Work instruction:
Return, word for word, only the lines from the one containing "thumb cmc: (833, 681)" through the last line of the entries.

Supplied information:
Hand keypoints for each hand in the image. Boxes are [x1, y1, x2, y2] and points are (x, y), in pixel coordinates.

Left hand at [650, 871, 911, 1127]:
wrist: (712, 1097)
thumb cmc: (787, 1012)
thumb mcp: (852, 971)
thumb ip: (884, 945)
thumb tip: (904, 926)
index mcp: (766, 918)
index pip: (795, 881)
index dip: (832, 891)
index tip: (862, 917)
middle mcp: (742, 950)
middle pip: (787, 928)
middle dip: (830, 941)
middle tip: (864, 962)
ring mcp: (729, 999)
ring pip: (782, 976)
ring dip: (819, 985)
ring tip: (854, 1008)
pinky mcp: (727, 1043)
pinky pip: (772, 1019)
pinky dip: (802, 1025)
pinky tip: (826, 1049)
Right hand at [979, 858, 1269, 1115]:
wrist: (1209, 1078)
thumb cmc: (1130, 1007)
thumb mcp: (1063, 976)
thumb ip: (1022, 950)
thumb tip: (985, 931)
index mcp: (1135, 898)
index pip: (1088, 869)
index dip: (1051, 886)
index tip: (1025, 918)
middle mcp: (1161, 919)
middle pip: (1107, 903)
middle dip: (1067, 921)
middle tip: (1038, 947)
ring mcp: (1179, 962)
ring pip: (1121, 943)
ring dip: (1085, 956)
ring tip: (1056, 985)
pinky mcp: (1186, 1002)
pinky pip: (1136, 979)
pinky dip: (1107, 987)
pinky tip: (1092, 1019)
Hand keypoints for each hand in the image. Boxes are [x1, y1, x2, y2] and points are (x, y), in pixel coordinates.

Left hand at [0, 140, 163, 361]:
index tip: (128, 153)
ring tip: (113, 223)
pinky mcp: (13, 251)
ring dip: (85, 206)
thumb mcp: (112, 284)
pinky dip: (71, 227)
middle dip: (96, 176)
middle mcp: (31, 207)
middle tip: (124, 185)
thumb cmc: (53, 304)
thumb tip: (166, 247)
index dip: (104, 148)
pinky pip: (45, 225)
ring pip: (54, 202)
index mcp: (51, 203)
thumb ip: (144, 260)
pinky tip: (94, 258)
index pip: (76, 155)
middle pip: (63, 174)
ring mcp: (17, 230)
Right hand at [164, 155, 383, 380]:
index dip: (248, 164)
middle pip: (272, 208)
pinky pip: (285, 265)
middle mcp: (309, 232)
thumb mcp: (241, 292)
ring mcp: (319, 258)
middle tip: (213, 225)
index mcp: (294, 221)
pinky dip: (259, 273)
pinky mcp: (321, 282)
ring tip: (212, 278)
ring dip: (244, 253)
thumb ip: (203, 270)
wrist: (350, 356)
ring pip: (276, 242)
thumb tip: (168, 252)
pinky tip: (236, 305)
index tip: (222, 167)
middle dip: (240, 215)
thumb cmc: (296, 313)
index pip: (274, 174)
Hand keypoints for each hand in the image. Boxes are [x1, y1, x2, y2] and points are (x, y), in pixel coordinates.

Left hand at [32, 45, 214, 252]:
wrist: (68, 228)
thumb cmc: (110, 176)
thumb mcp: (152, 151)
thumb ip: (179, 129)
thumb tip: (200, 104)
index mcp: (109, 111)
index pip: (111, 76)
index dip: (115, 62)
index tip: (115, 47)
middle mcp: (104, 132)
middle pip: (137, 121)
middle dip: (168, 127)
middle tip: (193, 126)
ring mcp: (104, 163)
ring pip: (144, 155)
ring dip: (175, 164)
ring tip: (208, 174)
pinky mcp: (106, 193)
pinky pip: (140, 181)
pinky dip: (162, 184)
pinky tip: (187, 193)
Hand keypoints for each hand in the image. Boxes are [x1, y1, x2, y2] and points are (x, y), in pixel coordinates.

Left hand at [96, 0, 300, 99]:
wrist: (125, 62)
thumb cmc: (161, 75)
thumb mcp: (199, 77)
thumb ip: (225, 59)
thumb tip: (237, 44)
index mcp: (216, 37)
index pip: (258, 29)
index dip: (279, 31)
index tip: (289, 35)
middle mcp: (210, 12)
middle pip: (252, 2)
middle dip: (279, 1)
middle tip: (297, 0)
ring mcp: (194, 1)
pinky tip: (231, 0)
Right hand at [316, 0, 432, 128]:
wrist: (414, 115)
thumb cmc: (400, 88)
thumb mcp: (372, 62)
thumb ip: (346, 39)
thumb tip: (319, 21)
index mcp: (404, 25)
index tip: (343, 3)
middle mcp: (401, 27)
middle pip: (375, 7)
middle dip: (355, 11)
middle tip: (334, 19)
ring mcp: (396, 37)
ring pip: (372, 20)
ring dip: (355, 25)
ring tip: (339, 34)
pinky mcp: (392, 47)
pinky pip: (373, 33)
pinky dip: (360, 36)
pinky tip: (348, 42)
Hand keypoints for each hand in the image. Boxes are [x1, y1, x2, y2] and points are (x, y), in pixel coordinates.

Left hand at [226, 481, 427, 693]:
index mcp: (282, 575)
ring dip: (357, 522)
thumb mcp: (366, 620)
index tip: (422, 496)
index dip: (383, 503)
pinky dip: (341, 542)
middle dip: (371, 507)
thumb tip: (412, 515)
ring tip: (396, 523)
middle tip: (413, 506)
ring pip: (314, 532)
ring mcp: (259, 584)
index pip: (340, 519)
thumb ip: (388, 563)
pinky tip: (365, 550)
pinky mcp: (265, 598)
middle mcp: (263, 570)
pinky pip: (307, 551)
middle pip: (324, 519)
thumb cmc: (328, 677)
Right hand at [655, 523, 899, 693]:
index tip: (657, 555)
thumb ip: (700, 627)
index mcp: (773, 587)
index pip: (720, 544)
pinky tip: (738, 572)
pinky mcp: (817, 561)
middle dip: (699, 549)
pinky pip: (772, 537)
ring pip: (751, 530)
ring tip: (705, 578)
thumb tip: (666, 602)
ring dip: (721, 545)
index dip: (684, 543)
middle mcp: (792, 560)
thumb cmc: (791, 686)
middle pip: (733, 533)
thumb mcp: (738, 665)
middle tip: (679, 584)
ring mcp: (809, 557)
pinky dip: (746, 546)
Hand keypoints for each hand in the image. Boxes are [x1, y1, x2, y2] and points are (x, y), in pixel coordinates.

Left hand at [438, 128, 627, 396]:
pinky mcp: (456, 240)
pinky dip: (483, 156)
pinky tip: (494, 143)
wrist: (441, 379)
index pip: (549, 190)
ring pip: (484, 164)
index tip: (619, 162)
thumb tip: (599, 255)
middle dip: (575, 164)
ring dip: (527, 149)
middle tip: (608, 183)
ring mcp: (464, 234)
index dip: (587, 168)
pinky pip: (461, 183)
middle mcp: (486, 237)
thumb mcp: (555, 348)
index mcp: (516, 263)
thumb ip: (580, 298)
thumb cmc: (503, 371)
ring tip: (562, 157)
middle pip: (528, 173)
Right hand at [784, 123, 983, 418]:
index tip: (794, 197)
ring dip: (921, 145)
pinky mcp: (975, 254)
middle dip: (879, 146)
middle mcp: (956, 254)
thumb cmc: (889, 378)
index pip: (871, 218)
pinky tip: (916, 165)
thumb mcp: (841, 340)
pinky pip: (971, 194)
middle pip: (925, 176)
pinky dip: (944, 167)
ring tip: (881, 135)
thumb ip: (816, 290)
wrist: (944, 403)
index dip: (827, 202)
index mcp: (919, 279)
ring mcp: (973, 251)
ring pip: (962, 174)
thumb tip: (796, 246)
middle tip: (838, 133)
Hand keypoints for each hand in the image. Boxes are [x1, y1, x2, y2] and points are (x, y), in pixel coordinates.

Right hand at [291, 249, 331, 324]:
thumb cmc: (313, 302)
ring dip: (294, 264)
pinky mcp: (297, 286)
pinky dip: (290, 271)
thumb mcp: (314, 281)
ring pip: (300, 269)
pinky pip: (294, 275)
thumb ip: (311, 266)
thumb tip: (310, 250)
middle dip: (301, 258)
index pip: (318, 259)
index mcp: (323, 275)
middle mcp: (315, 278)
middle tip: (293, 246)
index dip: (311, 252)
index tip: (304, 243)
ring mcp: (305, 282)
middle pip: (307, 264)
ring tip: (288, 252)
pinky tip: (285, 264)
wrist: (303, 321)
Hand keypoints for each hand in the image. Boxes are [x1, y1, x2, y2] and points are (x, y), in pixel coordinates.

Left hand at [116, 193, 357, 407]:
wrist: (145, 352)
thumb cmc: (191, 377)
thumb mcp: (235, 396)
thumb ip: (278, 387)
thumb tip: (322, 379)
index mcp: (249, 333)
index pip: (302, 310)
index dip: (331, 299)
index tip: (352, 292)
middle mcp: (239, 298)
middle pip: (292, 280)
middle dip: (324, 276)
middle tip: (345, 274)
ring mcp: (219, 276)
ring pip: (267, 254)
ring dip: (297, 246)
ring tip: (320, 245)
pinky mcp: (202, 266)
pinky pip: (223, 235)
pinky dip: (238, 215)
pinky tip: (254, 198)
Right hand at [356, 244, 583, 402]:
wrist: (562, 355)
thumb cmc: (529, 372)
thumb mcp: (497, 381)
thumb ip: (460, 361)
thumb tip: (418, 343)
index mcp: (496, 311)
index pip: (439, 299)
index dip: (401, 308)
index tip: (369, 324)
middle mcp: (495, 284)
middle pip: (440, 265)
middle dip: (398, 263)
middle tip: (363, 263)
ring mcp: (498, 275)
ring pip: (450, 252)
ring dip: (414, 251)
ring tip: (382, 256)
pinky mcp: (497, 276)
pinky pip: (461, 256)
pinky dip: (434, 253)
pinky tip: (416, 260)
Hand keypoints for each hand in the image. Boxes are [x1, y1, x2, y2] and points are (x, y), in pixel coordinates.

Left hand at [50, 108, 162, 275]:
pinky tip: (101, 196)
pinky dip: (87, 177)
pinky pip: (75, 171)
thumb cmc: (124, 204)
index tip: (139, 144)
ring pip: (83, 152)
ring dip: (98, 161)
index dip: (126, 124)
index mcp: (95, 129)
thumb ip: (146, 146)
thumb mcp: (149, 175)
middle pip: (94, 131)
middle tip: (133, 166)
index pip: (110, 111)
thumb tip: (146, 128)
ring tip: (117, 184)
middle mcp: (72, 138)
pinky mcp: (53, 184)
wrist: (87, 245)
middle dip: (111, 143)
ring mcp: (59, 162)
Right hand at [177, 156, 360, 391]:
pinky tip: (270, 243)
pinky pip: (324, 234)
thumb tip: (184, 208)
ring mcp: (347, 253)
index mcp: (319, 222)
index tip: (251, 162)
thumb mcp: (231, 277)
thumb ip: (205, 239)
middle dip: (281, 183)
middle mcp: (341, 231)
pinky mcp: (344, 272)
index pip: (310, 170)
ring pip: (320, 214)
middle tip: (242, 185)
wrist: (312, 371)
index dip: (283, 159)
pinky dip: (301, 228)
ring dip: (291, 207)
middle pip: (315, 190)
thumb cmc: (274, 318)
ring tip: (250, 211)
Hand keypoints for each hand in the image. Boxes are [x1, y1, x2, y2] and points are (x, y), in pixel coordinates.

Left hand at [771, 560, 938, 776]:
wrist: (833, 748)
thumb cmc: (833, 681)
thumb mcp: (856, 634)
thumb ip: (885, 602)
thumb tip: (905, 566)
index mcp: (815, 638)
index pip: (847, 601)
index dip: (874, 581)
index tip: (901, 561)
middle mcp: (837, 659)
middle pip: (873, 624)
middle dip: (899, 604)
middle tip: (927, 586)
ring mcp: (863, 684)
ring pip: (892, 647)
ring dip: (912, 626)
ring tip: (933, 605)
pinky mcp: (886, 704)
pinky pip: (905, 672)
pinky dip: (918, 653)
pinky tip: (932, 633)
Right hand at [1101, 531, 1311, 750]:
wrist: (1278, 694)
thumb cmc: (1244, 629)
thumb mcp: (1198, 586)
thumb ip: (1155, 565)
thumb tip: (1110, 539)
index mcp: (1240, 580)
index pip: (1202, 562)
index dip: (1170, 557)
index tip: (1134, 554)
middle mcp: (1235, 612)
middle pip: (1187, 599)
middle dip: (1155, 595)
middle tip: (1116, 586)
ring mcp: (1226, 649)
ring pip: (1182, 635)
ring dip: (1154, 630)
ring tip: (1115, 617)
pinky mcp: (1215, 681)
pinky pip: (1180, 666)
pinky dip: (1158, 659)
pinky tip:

The answer:
thumb cmc: (833, 681)
thumb mcp: (856, 634)
thumb ip: (885, 602)
thumb tip: (905, 566)
index mcp: (815, 638)
index pip: (847, 601)
index dip: (874, 581)
index tip: (901, 561)
middle mcp: (837, 659)
middle pip: (873, 624)
middle dip: (899, 604)
middle tip: (927, 586)
ring mcp: (863, 684)
ring pip: (892, 647)
ring dip: (912, 626)
ring tip: (933, 605)
pinky mcp: (886, 704)
pinky pip: (905, 672)
pinky dip: (918, 653)
pinky tip: (932, 633)
Right hand at [1101, 531, 1311, 750]:
wrist: (1278, 694)
thumb cmc: (1244, 629)
thumb mcp: (1198, 586)
thumb ip: (1155, 565)
thumb tip: (1110, 539)
index mcp: (1240, 580)
index pip: (1202, 562)
index dip: (1170, 557)
index tip: (1134, 554)
middle mcp: (1235, 612)
middle pip: (1187, 599)
middle dip: (1155, 595)
middle tip: (1116, 586)
ring mcp: (1226, 649)
ring pip: (1182, 635)
ring dip: (1154, 630)
ring tip: (1115, 617)
pinky mcp: (1215, 681)
pinky pip: (1180, 666)
pinky dip: (1158, 659)
pinky tip:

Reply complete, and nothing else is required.